The recommended dose of magnesium for migraine prevention is 400 to 600 mg per day, taken orally. The American Headache Society specifically recommends 400 to 500 mg daily of magnesium oxide, the most commonly used form for this purpose. It’s an inexpensive, over-the-counter option with a reasonable evidence base behind it.
Why Magnesium Helps With Migraines
Magnesium plays a key role in how your brain’s nerve cells communicate. One of its main jobs is acting as a gatekeeper on a specific type of receptor that responds to a brain chemical called glutamate. When magnesium levels are adequate, it keeps those receptors from firing too aggressively. When magnesium drops too low, those receptors become overactive, leading to excessive nerve cell excitation, which is one of the processes thought to trigger migraines.
People with migraines are more likely to have low magnesium levels than people without them. This is especially true for people who get migraines with aura (the visual disturbances or sensory changes that precede the headache) and for people whose migraines are linked to their menstrual cycle.
How Well It Works
A meta-analysis of randomized controlled trials found that oral magnesium significantly reduced both the frequency and intensity of migraines. The effect sizes were meaningful: the odds of experiencing fewer migraines were roughly four to five times better with magnesium than with placebo. That said, magnesium isn’t a fast fix for prevention. Most clinical trials ran for 4 to 12 weeks, with an average treatment duration of about 9 weeks. You should expect to take it consistently for at least two to three months before judging whether it’s working for you.
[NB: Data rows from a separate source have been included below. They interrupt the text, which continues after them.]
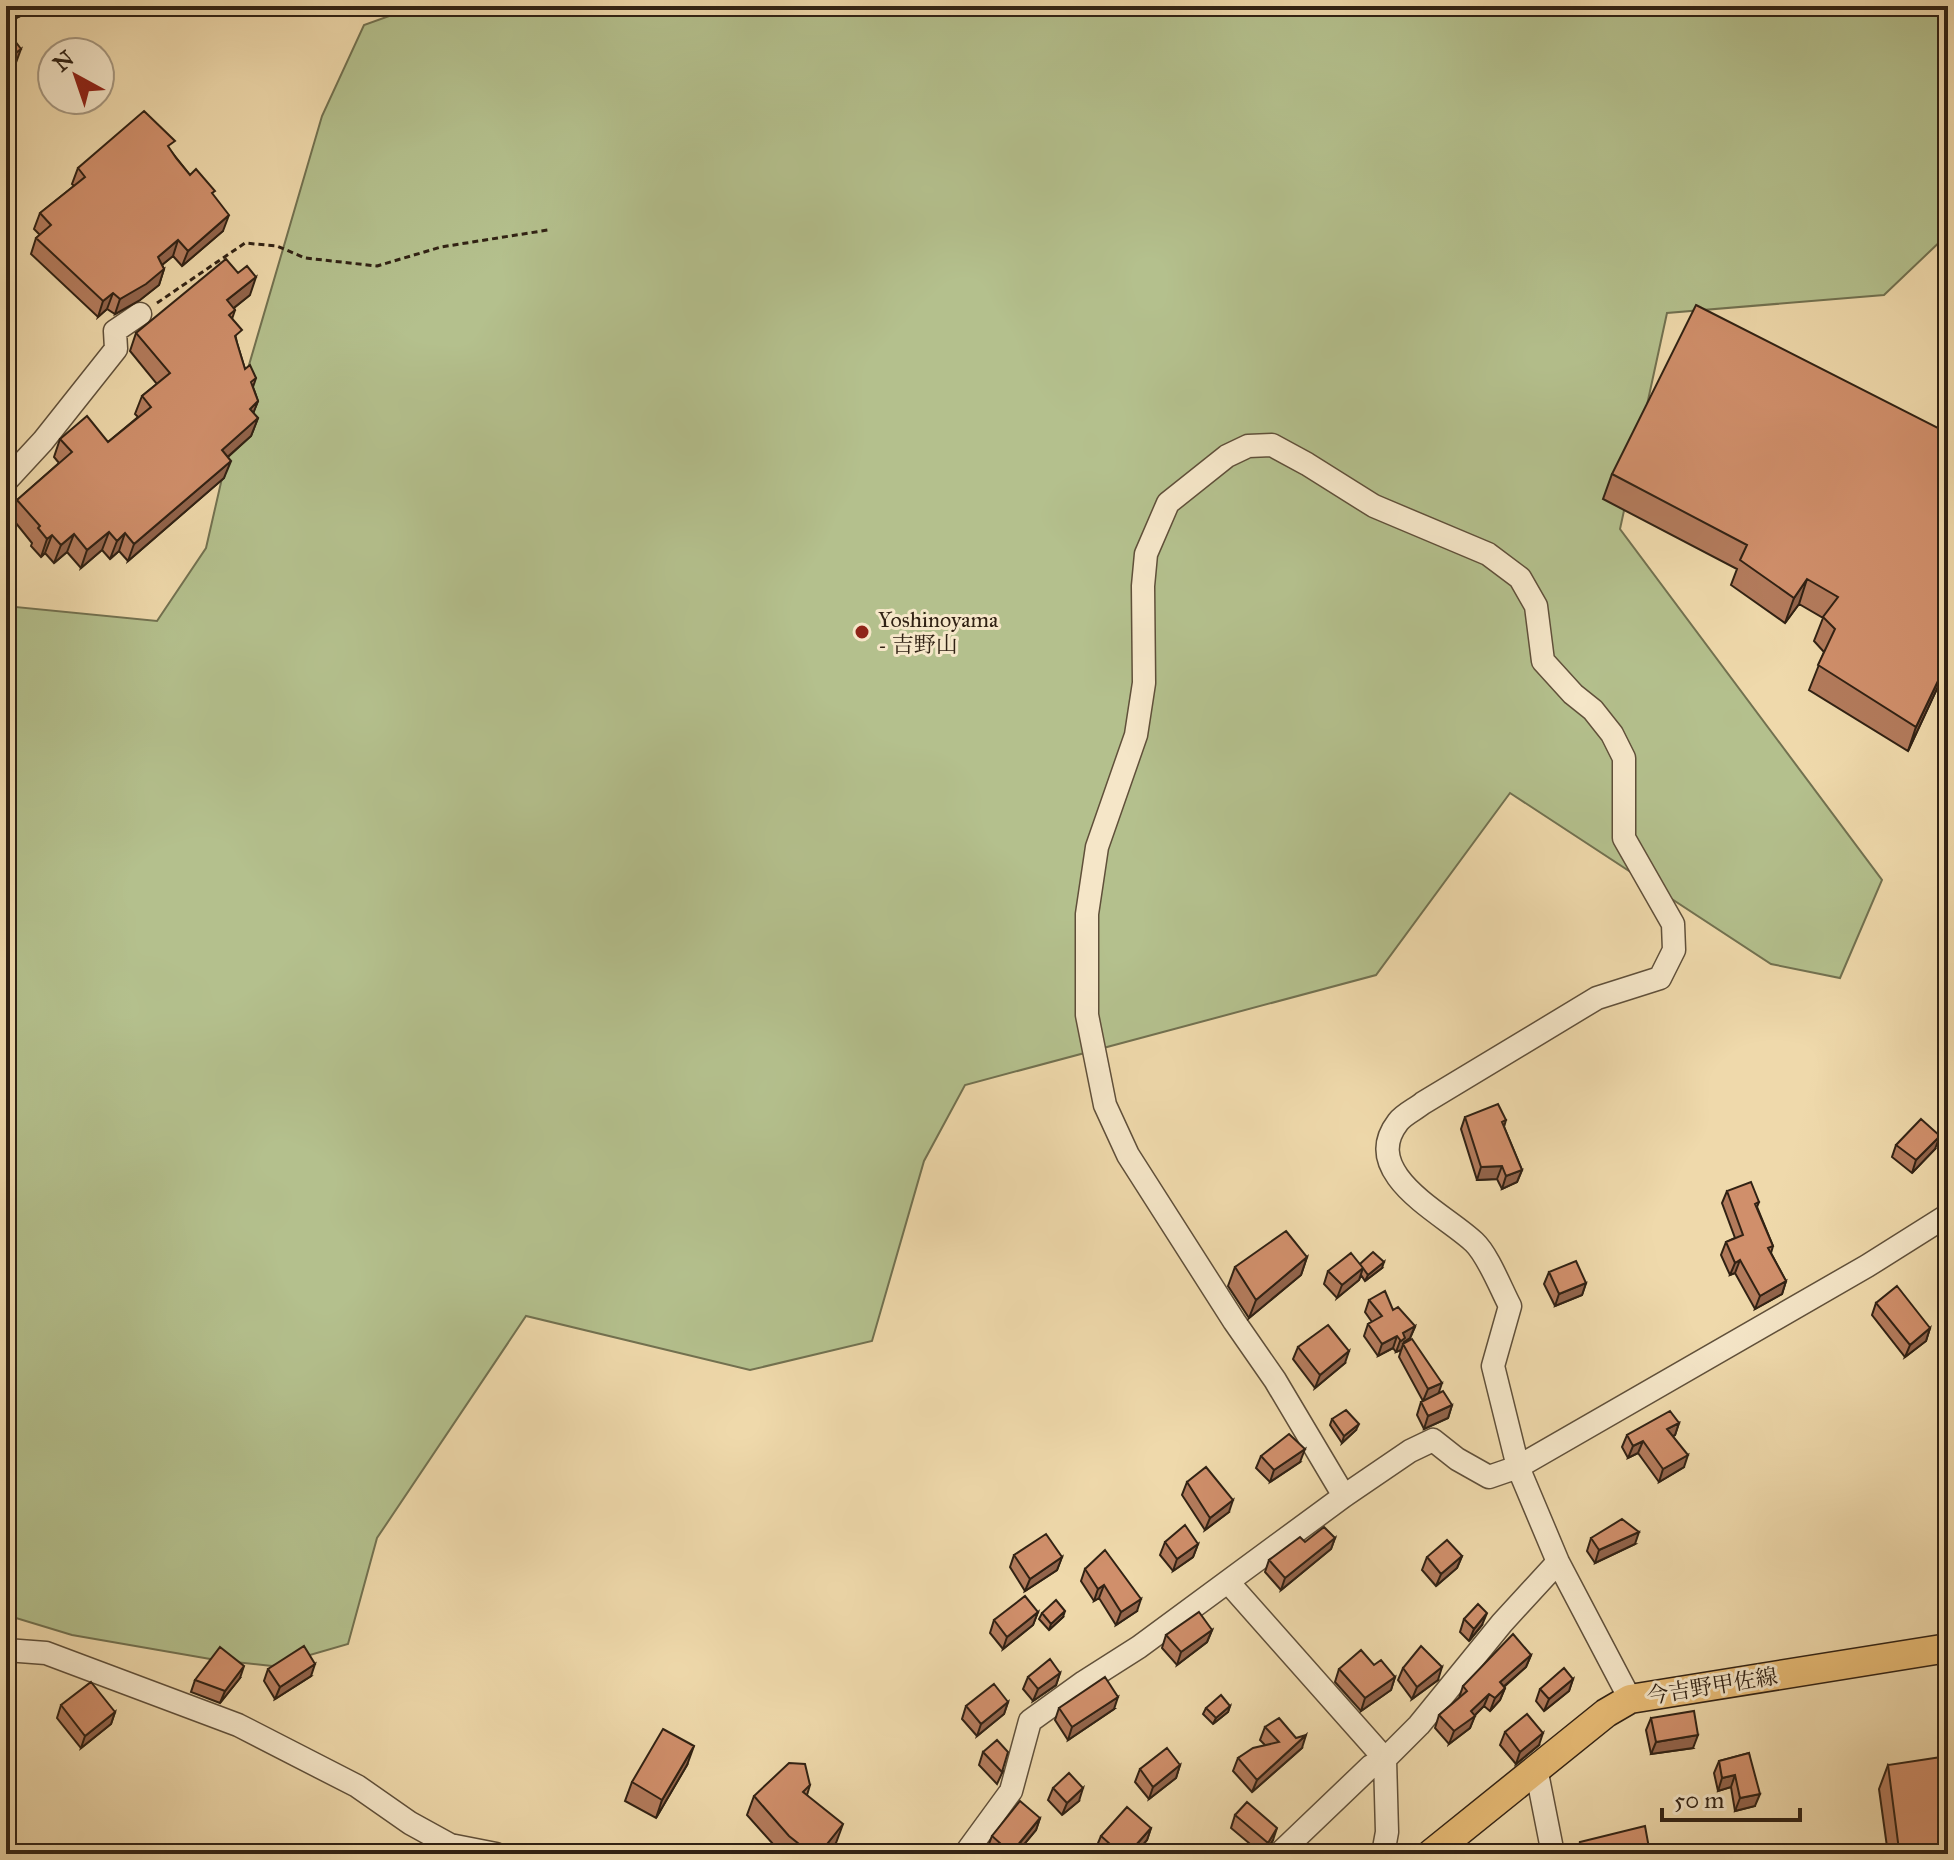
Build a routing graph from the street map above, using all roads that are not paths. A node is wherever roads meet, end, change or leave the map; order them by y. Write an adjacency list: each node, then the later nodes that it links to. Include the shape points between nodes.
1 (140, 314): 2 (street, via 115,331 116,349)
2 (6, 481)
3 (1948, 1215): 4 (street)
4 (1518, 1467): 5 (street, via 1489,1477 1433,1440); 5 (street, via 1493,1366 1510,1306 1476,1243 1403,1185 1388,1142 1399,1120 1597,998 1660,978 1674,950 1673,924 1624,838 1624,758 1593,710 1543,661 1536,606 1520,578 1488,554 1374,506 1272,445 1248,446 1227,456 1168,503 1146,554 1144,683 1136,735 1097,847 1087,914 1087,1015 1105,1105 1128,1155); 6 (street)
5 (1344, 1496): 7 (street)
6 (1558, 1562): 10 (street); 11 (street)
7 (1228, 1582): 11 (street); 14 (street, via 1030,1721 1011,1791)
8 (1948, 1648): 10 (main road, 今吉野甲佐線)
9 (6, 1650): 13 (street, via 46,1653 238,1725 357,1786 450,1845)
10 (1630, 1699): 12 (main road, 今吉野甲佐線)
11 (1385, 1759): 15 (street, via 1371,1766); 16 (street)
12 (1536, 1768): 17 (main road, 今吉野甲佐線); 18 (street)
13 (496, 1854)
14 (965, 1854)
15 (1279, 1854)
16 (1383, 1854)
17 (1431, 1854)
18 (1553, 1854)

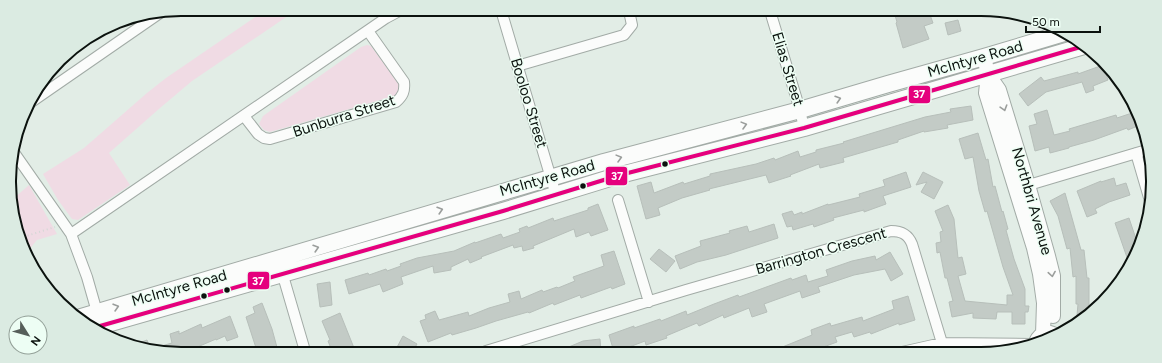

For acute migraine attacks, intravenous magnesium delivered in a clinical setting has shown faster results, with significant pain relief within 15 to 45 minutes. But that’s a hospital intervention, not something you’d manage at home.
Which Form of Magnesium to Choose
Magnesium oxide is the form with the most evidence behind it for migraines and is the one both the American Migraine Foundation and the American Headache Society reference in their recommendations. It’s widely available and cheap. The trade-off is that it’s more likely to cause digestive side effects than some other forms.
Magnesium citrate is sometimes used as an alternative. It tends to be better absorbed than magnesium oxide, though the migraine-specific research is thinner. Some people find it easier on the stomach at lower doses, but it can also have a laxative effect.
Magnesium glycinate is popular for general supplementation because it’s gentler on digestion, but it hasn’t been the form studied in most migraine trials. If you’re choosing it primarily for migraine prevention, know that you’re extrapolating from research done mainly on magnesium oxide.
Side Effects and Safety Limits
The most common side effect of supplemental magnesium is diarrhea, often accompanied by nausea and abdominal cramping. This is more likely with magnesium oxide, carbonate, chloride, and gluconate. Starting at a lower dose (200 mg) and gradually increasing over a week or two can help your body adjust.
Getting too much magnesium from food alone is extremely unlikely in healthy people. The concern is with supplements. Early signs of taking too much include loose stools and stomach discomfort. True magnesium toxicity is rare from oral supplements in people with normal kidney function, but the symptoms are serious: low blood pressure, nausea, facial flushing, muscle weakness, and in extreme cases, irregular heartbeat. People with kidney disease are at higher risk because their kidneys can’t clear excess magnesium efficiently.
Who Benefits Most
The American Migraine Foundation highlights several groups for whom magnesium is a particularly reasonable first option for prevention:
- People who get migraines with aura. Both oral and intravenous magnesium appear to be most effective in this group.
- People with menstrual migraines. Magnesium levels fluctuate with hormonal cycles, and supplementation can help stabilize them.
- People who are pregnant or may become pregnant. Magnesium has a better safety profile during pregnancy than most prescription migraine preventives.
- People without health insurance. At a few dollars a month, it’s one of the most affordable migraine prevention strategies available.
How to Start Taking It
Begin with 200 mg of magnesium oxide daily for the first few days to gauge how your stomach handles it. If you tolerate it well, increase to the target range of 400 to 500 mg per day. Some people split the dose into two smaller amounts taken morning and evening, which can reduce digestive issues. Take it with food for the same reason.
Give it a real trial. Most people in clinical studies took magnesium for at least 9 weeks before outcomes were measured. If you’ve been consistent for three months and notice no change in migraine frequency or severity, magnesium may not be the right preventive for you. If it does help, it’s generally safe to continue long-term as part of your routine.
Magnesium supplements don’t appear to interact with common migraine medications like triptans. However, magnesium can reduce the absorption of certain antibiotics and other medications if taken at the same time. Spacing them at least two hours apart avoids this issue.